Presuming you to have followed our dispatches, you'll know that methanol can be used directly as a liquid fuel for internal combustion engines; and, that it can, as in Exxon-Mobil's "MTG" process, with the help of available zeolite catalysts, be converted into gasoline.

Company Eyes Alternative Energy - Baton Rouge, LA


An excerpt:
 
"Commercial technologies to gasify coal, to make chemicals from the synthetic natural gas that results, and to isolate and sell carbon dioxide for oil recovery without letting it reach the atmosphere represent a more sustainable economic and environmental model, Cole (Sharon Cole - Dow Louisiana Site Leader) said, and the company would license the available technologies."
 
Dow, as we have reported, is active internationally in the conversion of coal to chemical manufacturing feed stocks. We have previously noted their efforts in Louisiana, where such enterprise is supported by Governor Bobby Jindal, and where they would be using lignite coal that is far "dirtier", and has less organic content, that high-quality WV bituminous.

Turning Coal into Liquid Fuel

 
From the "National Center for Policy Analysis" (NCPA), headquartered in DC.
 
An excerpt:

"First developed by Germany during World War II, the Fischer-Tropsch (FT) process offers America a chance to utilize its vast domestic coal supply, increase refining capacity, and produce a cost-efficient and clean fuel.
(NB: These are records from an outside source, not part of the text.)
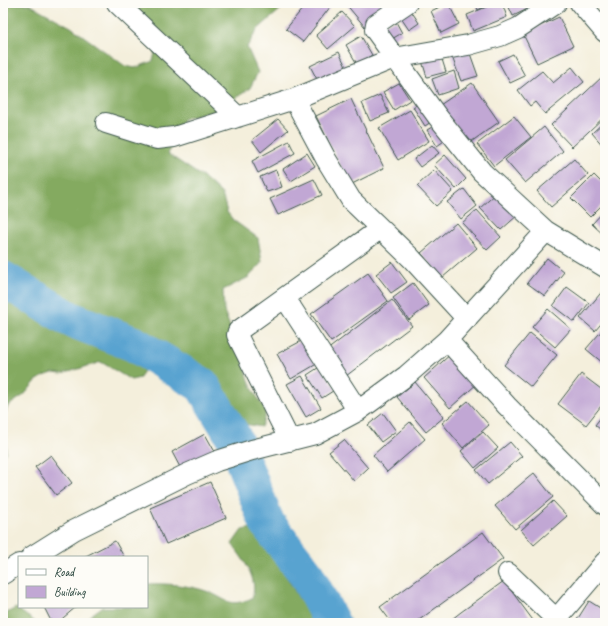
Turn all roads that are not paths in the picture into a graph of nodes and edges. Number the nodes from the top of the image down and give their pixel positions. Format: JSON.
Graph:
{"nodes":[{"id":1,"x":117,"y":3,"type":"edge"},
{"id":2,"x":407,"y":3,"type":"edge"},
{"id":3,"x":556,"y":3,"type":"edge"},
{"id":4,"x":580,"y":3,"type":"edge"},
{"id":5,"x":605,"y":32,"type":"edge"},
{"id":6,"x":394,"y":58,"type":"junction"},
{"id":7,"x":294,"y":99,"type":"junction"},
{"id":8,"x":238,"y":117,"type":"junction"},
{"id":9,"x":106,"y":123,"type":"dead end"},
{"id":10,"x":380,"y":229,"type":"junction"},
{"id":11,"x":546,"y":231,"type":"junction"},
{"id":12,"x":605,"y":267,"type":"edge"},
{"id":13,"x":285,"y":298,"type":"junction"},
{"id":14,"x":468,"y":319,"type":"junction"},
{"id":15,"x":447,"y":340,"type":"junction"},
{"id":16,"x":358,"y":411,"type":"junction"},
{"id":17,"x":290,"y":441,"type":"junction"},
{"id":18,"x":605,"y":506,"type":"edge"},
{"id":19,"x":33,"y":556,"type":"edge"},
{"id":20,"x":605,"y":562,"type":"edge"},
{"id":21,"x":18,"y":565,"type":"edge"},
{"id":22,"x":508,"y":573,"type":"dead end"},
{"id":23,"x":3,"y":574,"type":"edge"},
{"id":24,"x":555,"y":621,"type":"edge"}],
"edges":[{"from":1,"to":8,"type":"street"},
{"from":2,"to":6,"type":"street"},
{"from":3,"to":6,"type":"street"},
{"from":4,"to":5,"type":"street"},
{"from":6,"to":7,"type":"street"},
{"from":6,"to":11,"type":"street"},
{"from":7,"to":8,"type":"street"},
{"from":7,"to":10,"type":"street"},
{"from":8,"to":9,"type":"street"},
{"from":10,"to":13,"type":"street"},
{"from":10,"to":14,"type":"street"},
{"from":11,"to":12,"type":"street"},
{"from":11,"to":14,"type":"street"},
{"from":13,"to":16,"type":"street"},
{"from":13,"to":17,"type":"street"},
{"from":14,"to":15,"type":"street"},
{"from":15,"to":16,"type":"street"},
{"from":15,"to":18,"type":"street"},
{"from":16,"to":17,"type":"street"},
{"from":17,"to":19,"type":"street"},
{"from":20,"to":24,"type":"street"},
{"from":21,"to":23,"type":"street"},
{"from":22,"to":24,"type":"street"}]}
The process can be used to transform natural gas, biomass or coal into liquid fuels..."

Technology Review: Making Gasoline from Carbon Dioxide

 

The article discusses several ways to efficiently make Carbon Monoxide out of Carbon Dioxide.
 
Then:
 
"To make a fuel, the carbon monoxide can be combined with hydrogen to create syngas in a well-known technology called the Fischer-Tropsch process, which has been widely used to make gasoline from coal."
 
As we've been saying: Carbon Dioxide is, or could be, a valuable by-product of coal use.
 

Transforming Carbon Waste into Fuel


An excerpt:
 
"...one audacious concept is to recycle the carbon by turning it into liquid hydrocarbon fuels.

Chemical plants, in this vision, could generate liquid hydrocarbons by taking hydrogen from natural gas or even water and combining it with CO2 to make fuels that would cut the demand for crude oil."

We have several times already reported on this potential. There are a number of ways to go about recovering CO2 from the flue gasses of coal-fired power plants and coal-to-liquid fuel refineries - and then converting it into useful products, such as more liquid fuel.